What is the Correct Quotient and Remainder When Dividing this Polynomial?

[mweaver68]

Here is the problem I am working on:

Find the quotient and remainder when P(x) = 7 x^6 - 9 x^5 + 8 x^4 + 9 x^3 + 4 x^2 - 6 x is divided by (x + 5).
My answer that I came up with is this.
Q = 7x^5 - 44x^4 + 228x^3 - 1131x^2 + 5659x
R = -28301x

I have done this using Long and Synthetic division and have come up with the same answer every time.

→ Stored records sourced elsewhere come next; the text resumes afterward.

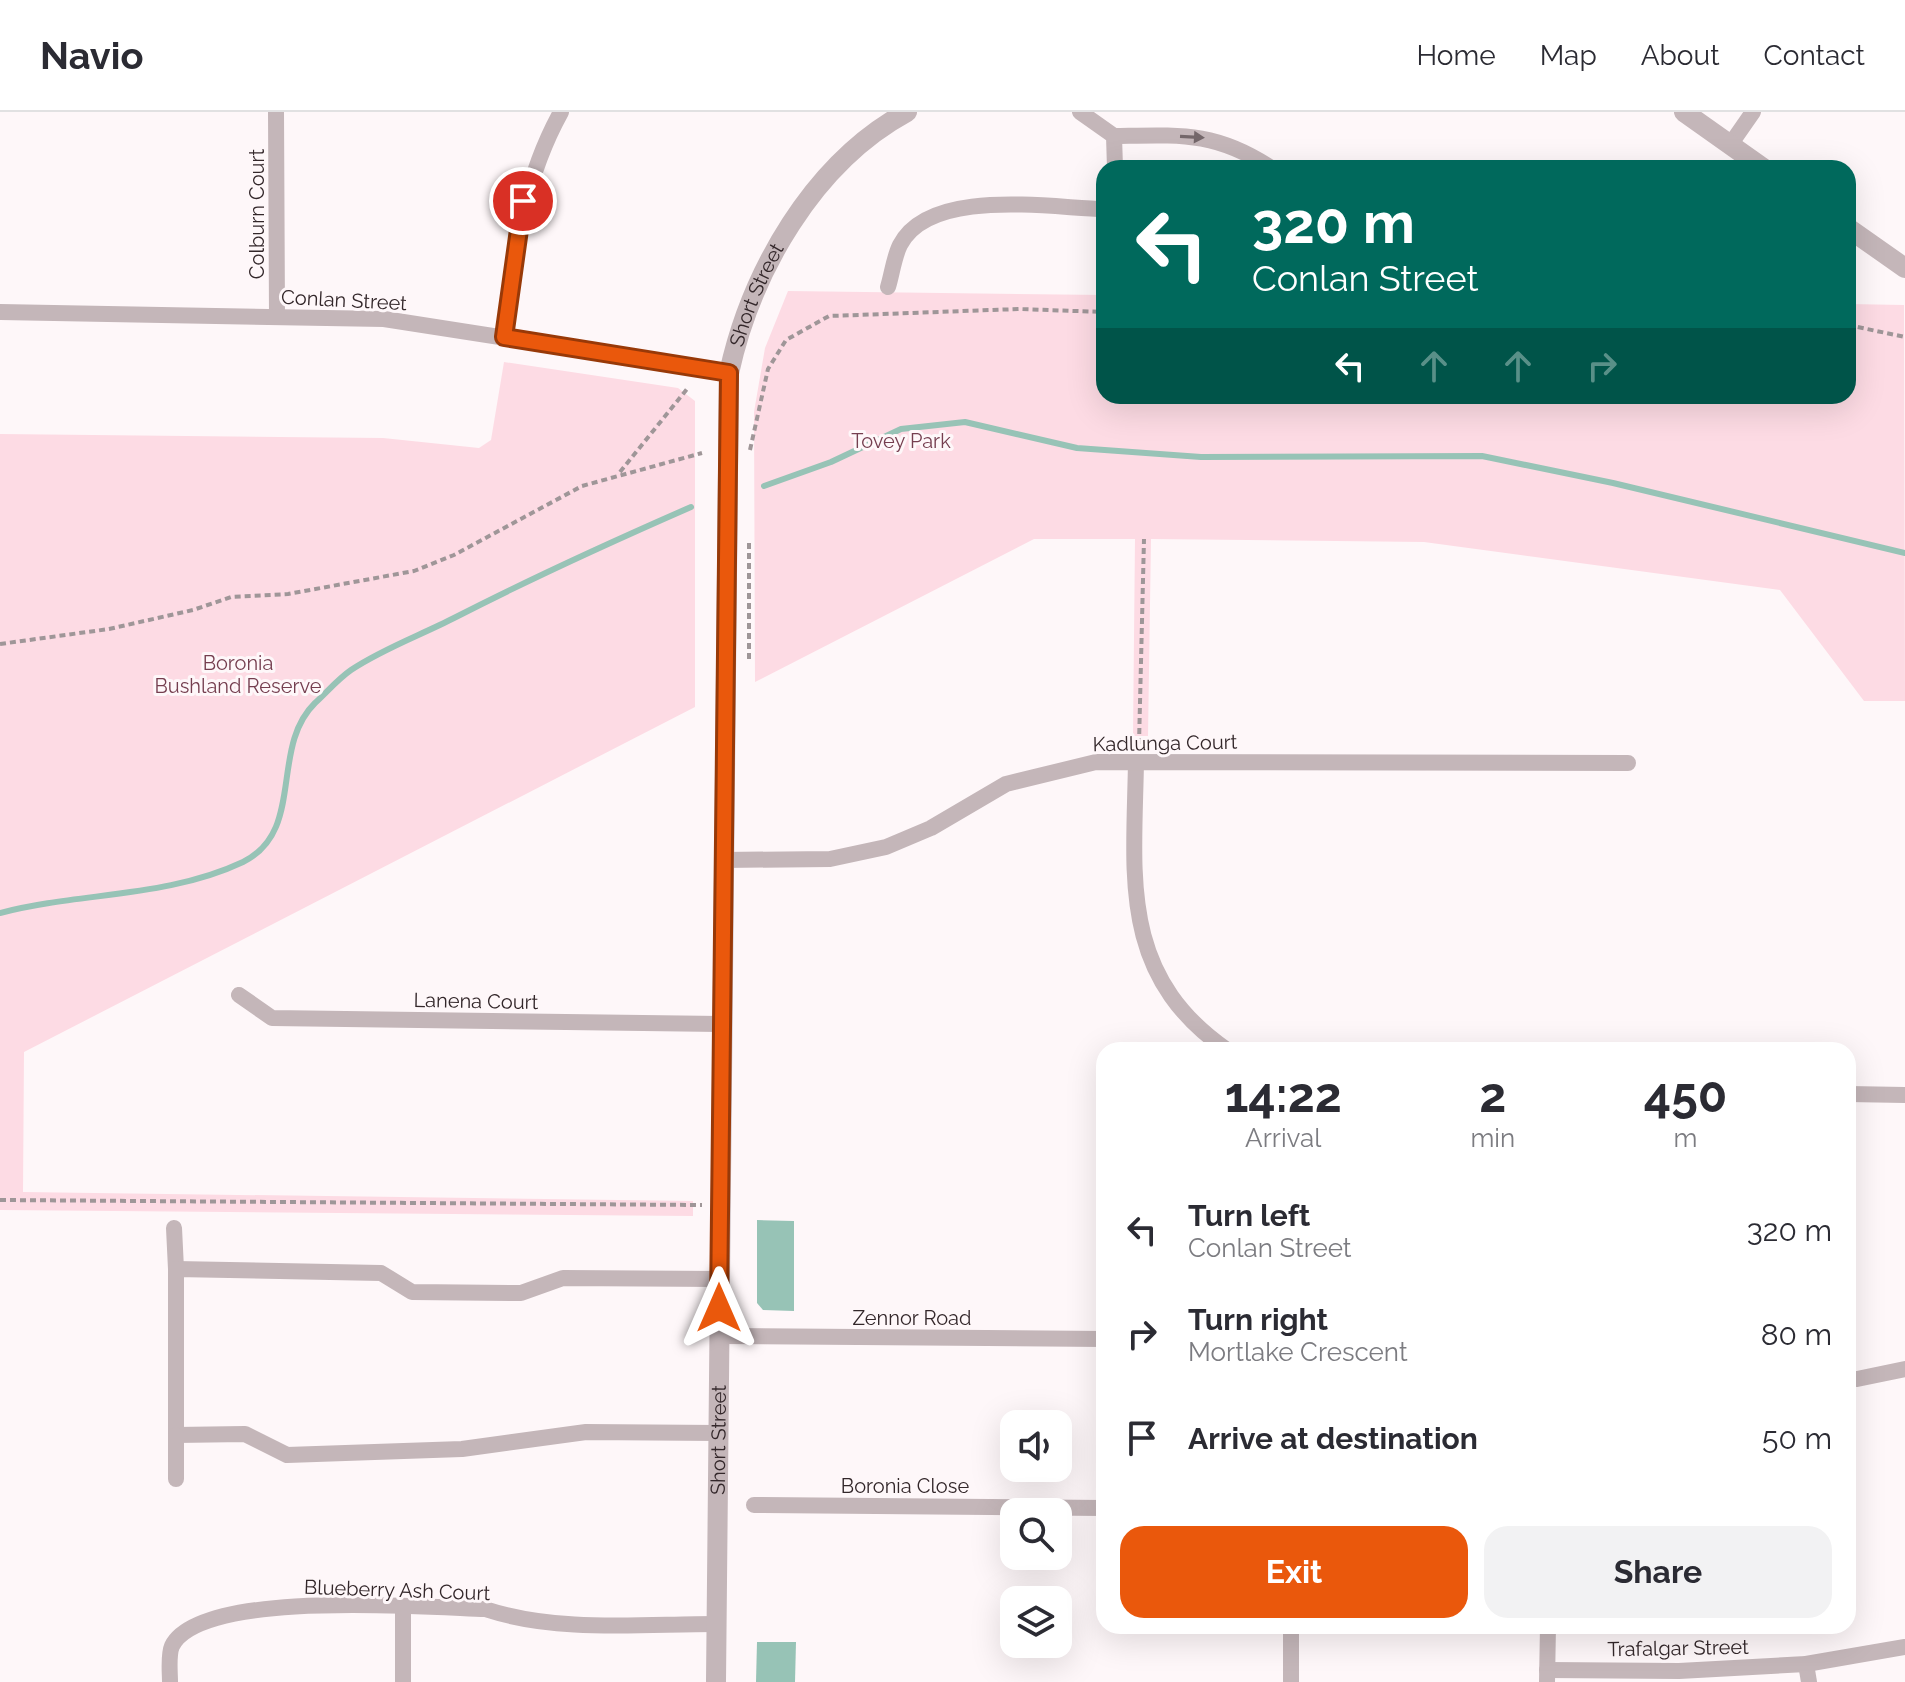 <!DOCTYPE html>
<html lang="en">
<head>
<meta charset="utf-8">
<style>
  body { margin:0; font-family:Raleway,sans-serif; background:#f2f2f3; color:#2b2b33; height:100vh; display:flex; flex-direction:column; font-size:30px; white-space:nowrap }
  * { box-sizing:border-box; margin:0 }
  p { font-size:26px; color:#7c7c81 }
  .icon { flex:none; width:44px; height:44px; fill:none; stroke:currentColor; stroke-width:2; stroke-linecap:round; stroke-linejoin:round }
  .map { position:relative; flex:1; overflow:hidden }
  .side { position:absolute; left:1096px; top:930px; width:760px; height:592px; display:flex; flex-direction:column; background:#fff; border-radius:24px; box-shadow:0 8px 32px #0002 }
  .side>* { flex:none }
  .top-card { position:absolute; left:1096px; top:48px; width:760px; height:244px; border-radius:24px; box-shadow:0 8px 32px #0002; background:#00695c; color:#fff; overflow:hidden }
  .buttons { position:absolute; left:1000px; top:1298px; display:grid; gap:16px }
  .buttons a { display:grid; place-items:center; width:72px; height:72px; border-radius:16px; background:#fff; box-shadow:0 8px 32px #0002; font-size:40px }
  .pin { position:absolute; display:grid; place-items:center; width:68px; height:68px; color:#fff; margin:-34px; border:4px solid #fff; border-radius:50%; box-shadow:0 2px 8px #0007 }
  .me { position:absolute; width:88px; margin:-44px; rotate:0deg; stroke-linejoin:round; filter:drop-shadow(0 0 6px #0008) }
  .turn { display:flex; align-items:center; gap:28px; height:168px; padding:0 24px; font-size:36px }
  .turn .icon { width:104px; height:104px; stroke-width:2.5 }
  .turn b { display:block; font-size:56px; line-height:68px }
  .lanes { display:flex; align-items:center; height:76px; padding:0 24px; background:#0003; justify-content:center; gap:40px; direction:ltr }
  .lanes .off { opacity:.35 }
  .eta { display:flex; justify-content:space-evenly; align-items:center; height:136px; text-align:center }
  .eta b { font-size:48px; font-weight:700; line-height:56px }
  .button { display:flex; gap:16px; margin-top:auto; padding:16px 24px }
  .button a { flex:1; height:92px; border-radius:24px; background:#ea580c; color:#fff; font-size:32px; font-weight:700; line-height:92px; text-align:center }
  .button a+a { background:#f2f2f3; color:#2b2b33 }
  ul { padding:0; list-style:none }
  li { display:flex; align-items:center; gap:24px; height:104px; padding:0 24px }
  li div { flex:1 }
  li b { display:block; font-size:30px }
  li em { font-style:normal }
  header { display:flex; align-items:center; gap:48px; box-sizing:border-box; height:112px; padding:0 40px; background:#fff; border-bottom:2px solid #e1e1e2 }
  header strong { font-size:38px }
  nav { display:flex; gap:44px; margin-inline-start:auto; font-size:28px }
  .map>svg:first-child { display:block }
  .green { fill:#fddbe4 }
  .water { fill:#97c3b6 }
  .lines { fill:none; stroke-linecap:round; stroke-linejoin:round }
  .stream { stroke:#97c3b6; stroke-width:6 }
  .path { stroke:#9f9698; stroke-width:4; stroke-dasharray:6 4; stroke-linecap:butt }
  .minor { stroke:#c4b6b9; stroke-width:16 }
  .tertiary { stroke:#c4b6b9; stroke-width:20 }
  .oneway { fill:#74676a }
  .route-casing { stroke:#983908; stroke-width:20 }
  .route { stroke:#ea580c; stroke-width:14 }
  .labels { text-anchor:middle; stroke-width:6; stroke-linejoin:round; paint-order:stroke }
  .street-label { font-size:20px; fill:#33272a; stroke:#fef7f9 }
  .park-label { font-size:20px; fill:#753e4f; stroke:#fef7f9 }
</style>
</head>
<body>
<header>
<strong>Navio</strong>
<nav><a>Home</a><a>Map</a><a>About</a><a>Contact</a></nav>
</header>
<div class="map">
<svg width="1905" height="1570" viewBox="0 0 1905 1570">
  <rect width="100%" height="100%" fill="#fef7f9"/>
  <g class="green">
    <path d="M 788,179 L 1104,183 L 1104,284 L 1848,284 L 1848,192 L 1904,193 L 1905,589 L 1864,589 L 1780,478 L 1424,430 L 1151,427 L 1148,624 L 1133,624 L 1135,427 L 1034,427 L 755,570 L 754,300 L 765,236 Z"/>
    <path d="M 504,250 L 678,276 L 695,289 L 695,595 L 24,940 L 23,1080 L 693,1089 L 693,1104 L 0,1098 L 0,322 L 383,326 L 479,336 L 491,328 Z"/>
  </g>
  <g class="water">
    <path d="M 757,1108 L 794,1109 L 794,1199 L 763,1198 L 757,1191 Z"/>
    <path d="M 757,1530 L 796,1530 L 795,1570 L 756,1570 Z"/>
  </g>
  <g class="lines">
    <g class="stream">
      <path d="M 764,374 L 831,350 L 901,317 L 965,310 L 1077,336 L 1201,345 L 1482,344 L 1613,371 L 1905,441"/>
      <path d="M 0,801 C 80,780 167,786 243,750 C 306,719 269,636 315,591 C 327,580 338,567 351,558 C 382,537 421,523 454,506 C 532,466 611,430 691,395"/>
    </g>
    <g class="path">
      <path d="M 1848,213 L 1905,225"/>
      <path d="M 750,338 L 768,257 L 786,228 L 829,204 L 1019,197 L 1104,200"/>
      <path d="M 620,360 L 687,277"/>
      <path d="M 0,532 L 109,517 L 193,498 L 231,485 L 288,482 L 414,459 L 454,443 L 582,374 L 702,341"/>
      <path d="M 749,547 L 749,427"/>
      <path d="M 1139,632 L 1144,427"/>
      <path d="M 0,1088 L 702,1093"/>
    </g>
    <g class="minor">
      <path d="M 276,0 L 277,204"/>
      <path d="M 1080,0 L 1114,24 L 1115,56"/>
      <path d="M 1114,24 C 1179,23 1215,19 1271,56"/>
      <path d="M 1730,33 L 1753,0"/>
      <path d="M 888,175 C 892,162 894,145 900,133 C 930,75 1050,96 1104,97"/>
      <path d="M 0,200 L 384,207 L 729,261"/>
      <path d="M 504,225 C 515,144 521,72 561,0"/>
      <path d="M 1136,650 C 1134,766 1119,863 1227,938"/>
      <path d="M 723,748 L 830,747 L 886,735 L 931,716 L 1006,672 L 1096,650 L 1628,651"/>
      <path d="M 239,883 L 272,906 L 720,912"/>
      <path d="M 1848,982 L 1905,983"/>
      <path d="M 174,1116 L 176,1157"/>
      <path d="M 720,1224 L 1104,1227"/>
      <path d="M 1857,1267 L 1905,1257"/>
      <path d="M 718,1321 L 586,1320 L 462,1337 L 287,1343 L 245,1322 L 176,1323 L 176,1157 L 381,1161 L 412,1180 L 521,1181 L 563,1166 L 719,1167"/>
      <path d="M 176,1323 L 176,1367"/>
      <path d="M 754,1393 L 1104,1396"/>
      <path d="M 1806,1552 L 1809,1570"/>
      <path d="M 1547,1558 L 1679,1559 L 1806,1552 L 1905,1535"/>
      <path d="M 170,1570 C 170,1560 168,1543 172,1534 C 200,1477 426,1495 485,1497 C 558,1521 640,1512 716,1512"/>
      <path d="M 403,1570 L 403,1494"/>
      <path d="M 1291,1570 L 1291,1514"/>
      <path d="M 1547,1570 L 1548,1514"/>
    </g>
    <g class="tertiary">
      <path d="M 1684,0 L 1763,56"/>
      <path d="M 1848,116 L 1905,156"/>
      <path id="s1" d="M 716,1570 L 729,261 C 751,160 813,51 907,0"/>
    </g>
  </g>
  <defs><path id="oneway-solid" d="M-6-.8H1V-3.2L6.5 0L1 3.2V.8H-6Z" transform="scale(2)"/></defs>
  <use class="oneway" href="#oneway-solid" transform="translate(1192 25) rotate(3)"/>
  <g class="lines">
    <g class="route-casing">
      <path id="route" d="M 523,89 L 504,225 L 729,261 L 719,1196"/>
    </g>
    <use href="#route" class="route"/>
  </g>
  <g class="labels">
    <g class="street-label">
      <text transform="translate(257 102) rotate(-90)" y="7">Colburn Court</text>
      <text dy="7" stroke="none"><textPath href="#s1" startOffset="1392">Short Street</textPath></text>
      <text transform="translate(344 188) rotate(3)" y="7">Conlan Street</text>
      <text transform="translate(1165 631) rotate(-1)" y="7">Kadlunga Court</text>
      <text transform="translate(476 889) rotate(1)" y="7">Lanena Court</text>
      <text x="912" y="1213">Zennor Road</text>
      <text dy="7" stroke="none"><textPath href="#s1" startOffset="242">Short Street</textPath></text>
      <text x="905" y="1381">Boronia Close</text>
      <text transform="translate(397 1478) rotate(2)" y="7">Blueberry Ash Court</text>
      <text transform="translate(1678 1536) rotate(-1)" y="7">Trafalgar Street</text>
    </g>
    <g class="park-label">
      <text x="901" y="336">Tovey Park</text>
      <text x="238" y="558">Boronia<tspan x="238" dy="23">Bushland Reserve</tspan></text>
    </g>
  </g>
</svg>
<div class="buttons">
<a><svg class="icon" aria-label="sound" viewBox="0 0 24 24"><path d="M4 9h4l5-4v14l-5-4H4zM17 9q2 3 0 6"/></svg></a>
<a><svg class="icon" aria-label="search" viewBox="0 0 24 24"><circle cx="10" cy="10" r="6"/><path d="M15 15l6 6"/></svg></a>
<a><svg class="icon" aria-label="layers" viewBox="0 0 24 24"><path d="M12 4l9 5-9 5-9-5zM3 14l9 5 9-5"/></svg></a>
</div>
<div class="pin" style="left:523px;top:89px;background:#d93025"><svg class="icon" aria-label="arrive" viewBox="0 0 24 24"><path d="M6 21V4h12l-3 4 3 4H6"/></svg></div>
<svg class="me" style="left:719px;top:1196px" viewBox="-20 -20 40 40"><path d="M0-17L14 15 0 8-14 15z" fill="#ea580c" stroke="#fff" stroke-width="4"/></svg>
<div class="top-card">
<div class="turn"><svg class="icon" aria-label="left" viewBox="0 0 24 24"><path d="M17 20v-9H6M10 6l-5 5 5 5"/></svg><div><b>320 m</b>Conlan Street</div></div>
<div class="lanes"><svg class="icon" aria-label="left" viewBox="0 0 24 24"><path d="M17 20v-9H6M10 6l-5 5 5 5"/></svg><svg class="icon off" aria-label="ahead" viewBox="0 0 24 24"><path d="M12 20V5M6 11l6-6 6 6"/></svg><svg class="icon off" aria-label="ahead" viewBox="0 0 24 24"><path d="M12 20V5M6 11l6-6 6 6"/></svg><svg class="icon off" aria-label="right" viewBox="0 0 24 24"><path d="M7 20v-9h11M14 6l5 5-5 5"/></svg></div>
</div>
<section class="side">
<div class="eta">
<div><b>14:22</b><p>Arrival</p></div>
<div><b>2</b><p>min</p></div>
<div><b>450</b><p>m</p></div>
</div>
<ul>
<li><svg class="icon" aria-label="left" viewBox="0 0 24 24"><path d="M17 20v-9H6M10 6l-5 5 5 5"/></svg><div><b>Turn left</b><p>Conlan Street</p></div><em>320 m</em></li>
<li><svg class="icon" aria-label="right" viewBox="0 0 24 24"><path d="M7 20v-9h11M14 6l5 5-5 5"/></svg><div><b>Turn right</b><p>Mortlake Crescent</p></div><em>80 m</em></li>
<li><svg class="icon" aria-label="arrive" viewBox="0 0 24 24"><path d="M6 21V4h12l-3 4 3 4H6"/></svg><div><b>Arrive at destination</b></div><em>50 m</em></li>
</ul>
<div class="button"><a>Exit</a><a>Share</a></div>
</section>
</div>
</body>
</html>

Problem is, LonCapa says it is wrong. Anyone know why?

7x^5–44x^4+228x^3–1131x^3 + 5659x​

_____________________________________​

X+5 | 7 x^6 - 9 x^5 + 8 x^4 + 9 x^3 + 4 x^2 - 6 x

7 x^6 + 35x^5​

-44x^5 + 8 x^4​

-44 x^5 – 220 x^4​

228 x^4 + 9 x^3​

228 x^4 + 1140 x^3​

- 1131 x^3 + 4 x^2​

- 1131 x^3 -5655 x^2​

5659 x^2 – 6x​

5659x^2 + 28295x​

-28301x​

Thanks.

 

[tiny-tim]

Find the quotient and remainder when P(x) = 7 x^6 - 9 x^5 + 8 x^4 + 9 x^3 + 4 x^2 - 6 x is divided by (x + 5).
My answer that I came up with is this.
Q = 7x^5 - 44x^4 + 228x^3 - 1131x^2 + 5659x
R = -28301x

Hi mweaver68!

erm … for x + 5, mustn't R be a constant, and Q usually end in a constant?

 

[mweaver68]

Thanks. That's what I was forgetting. I needed to add a 0 to the end of the equation.